**What you will do:** The expected response is a copy of every line in the entries below that includes the word "Müllnerfeldgasse".

-=-=-

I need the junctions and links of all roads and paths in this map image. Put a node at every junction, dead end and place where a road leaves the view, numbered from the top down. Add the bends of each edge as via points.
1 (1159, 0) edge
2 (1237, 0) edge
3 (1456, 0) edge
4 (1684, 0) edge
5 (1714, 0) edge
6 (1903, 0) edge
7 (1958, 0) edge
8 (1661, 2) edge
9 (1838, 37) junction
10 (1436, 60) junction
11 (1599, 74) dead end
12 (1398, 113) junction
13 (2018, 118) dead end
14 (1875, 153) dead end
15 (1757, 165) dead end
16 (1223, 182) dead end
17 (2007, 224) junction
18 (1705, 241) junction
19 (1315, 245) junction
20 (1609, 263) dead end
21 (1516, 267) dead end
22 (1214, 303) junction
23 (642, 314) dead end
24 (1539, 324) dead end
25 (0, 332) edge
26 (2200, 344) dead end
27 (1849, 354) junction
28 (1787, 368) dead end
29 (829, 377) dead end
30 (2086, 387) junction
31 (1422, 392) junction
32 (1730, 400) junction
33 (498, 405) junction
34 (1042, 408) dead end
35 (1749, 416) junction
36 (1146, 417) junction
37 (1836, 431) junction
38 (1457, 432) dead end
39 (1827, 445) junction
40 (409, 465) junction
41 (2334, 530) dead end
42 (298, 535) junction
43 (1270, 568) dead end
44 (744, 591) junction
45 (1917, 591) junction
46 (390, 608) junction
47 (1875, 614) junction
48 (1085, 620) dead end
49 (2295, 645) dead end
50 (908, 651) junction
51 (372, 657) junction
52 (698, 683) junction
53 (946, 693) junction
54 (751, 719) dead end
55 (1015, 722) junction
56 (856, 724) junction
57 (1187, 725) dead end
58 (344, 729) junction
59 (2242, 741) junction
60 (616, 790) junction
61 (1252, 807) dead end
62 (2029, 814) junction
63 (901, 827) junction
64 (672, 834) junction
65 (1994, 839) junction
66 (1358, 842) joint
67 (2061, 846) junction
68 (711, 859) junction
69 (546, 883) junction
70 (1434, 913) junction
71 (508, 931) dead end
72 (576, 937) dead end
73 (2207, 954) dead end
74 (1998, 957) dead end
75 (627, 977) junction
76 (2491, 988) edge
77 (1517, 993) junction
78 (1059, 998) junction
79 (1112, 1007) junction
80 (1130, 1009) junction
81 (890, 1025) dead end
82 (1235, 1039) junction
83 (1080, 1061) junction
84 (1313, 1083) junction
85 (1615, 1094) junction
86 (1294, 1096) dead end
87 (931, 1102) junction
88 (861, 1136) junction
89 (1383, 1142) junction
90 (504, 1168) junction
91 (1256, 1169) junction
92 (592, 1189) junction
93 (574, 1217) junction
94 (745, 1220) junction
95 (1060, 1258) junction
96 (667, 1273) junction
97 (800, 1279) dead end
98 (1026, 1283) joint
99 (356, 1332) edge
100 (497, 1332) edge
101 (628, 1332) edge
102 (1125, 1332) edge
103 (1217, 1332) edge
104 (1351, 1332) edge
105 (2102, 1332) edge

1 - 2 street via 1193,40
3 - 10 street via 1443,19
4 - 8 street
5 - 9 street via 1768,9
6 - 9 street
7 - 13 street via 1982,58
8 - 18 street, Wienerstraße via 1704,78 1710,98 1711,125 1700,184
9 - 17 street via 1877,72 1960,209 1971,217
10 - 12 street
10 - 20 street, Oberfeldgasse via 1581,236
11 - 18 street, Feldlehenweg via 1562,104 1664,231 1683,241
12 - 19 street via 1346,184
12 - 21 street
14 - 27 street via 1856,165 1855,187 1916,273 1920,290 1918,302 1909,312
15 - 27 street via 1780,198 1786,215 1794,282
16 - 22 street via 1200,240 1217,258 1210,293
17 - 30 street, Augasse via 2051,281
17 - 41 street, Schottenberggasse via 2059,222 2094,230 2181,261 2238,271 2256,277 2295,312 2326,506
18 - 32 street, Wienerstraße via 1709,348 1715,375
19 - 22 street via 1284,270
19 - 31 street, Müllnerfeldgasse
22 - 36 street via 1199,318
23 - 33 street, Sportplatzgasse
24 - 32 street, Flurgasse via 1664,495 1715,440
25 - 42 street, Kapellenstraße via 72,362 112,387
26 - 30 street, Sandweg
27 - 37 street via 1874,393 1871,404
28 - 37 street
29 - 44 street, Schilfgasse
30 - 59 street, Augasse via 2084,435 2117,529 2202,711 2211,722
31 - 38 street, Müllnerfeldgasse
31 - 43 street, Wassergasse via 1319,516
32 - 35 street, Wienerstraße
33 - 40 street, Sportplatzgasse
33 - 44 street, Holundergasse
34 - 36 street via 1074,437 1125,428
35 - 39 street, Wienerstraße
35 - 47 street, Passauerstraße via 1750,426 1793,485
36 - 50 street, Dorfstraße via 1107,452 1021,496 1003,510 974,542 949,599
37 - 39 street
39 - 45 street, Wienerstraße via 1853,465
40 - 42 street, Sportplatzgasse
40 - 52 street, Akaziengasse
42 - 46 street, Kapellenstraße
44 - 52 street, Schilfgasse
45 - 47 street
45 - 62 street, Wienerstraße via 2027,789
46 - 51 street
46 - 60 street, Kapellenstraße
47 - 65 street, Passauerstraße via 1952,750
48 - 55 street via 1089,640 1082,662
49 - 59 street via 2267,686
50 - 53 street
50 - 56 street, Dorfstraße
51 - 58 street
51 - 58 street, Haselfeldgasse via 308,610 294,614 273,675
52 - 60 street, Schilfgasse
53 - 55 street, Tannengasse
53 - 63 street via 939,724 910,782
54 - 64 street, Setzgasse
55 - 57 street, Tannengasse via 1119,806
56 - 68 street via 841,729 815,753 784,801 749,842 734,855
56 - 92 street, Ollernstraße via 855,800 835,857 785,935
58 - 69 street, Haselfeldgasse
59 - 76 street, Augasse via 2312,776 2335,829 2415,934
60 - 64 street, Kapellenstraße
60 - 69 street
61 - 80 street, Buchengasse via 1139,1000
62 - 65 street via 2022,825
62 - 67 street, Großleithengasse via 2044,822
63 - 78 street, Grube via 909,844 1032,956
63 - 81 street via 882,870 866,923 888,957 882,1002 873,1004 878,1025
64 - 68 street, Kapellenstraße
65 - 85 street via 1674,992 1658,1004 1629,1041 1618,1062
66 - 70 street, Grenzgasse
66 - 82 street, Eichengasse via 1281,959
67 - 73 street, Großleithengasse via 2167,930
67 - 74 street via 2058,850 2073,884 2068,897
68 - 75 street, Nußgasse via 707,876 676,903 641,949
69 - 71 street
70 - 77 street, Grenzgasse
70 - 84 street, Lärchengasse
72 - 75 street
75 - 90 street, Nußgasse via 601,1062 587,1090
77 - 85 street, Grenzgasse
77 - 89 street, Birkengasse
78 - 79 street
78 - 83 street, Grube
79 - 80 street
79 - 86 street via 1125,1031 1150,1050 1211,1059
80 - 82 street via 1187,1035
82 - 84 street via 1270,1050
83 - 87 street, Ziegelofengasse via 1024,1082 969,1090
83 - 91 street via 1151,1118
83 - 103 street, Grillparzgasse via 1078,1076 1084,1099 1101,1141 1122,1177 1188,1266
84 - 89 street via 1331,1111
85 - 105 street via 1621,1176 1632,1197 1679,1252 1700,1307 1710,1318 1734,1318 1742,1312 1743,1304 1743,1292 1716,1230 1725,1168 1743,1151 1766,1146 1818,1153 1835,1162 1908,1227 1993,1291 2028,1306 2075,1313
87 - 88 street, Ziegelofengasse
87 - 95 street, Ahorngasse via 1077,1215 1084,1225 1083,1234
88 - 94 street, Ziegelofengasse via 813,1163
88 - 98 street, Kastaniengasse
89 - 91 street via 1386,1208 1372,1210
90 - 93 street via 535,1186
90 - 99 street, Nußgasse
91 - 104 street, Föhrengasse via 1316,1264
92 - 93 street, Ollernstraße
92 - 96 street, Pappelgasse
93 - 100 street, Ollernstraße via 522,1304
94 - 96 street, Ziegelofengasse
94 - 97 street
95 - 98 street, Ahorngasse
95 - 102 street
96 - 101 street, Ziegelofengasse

-=-=-

**Solution for this problem:**
19 - 31 street, Müllnerfeldgasse
31 - 38 street, Müllnerfeldgasse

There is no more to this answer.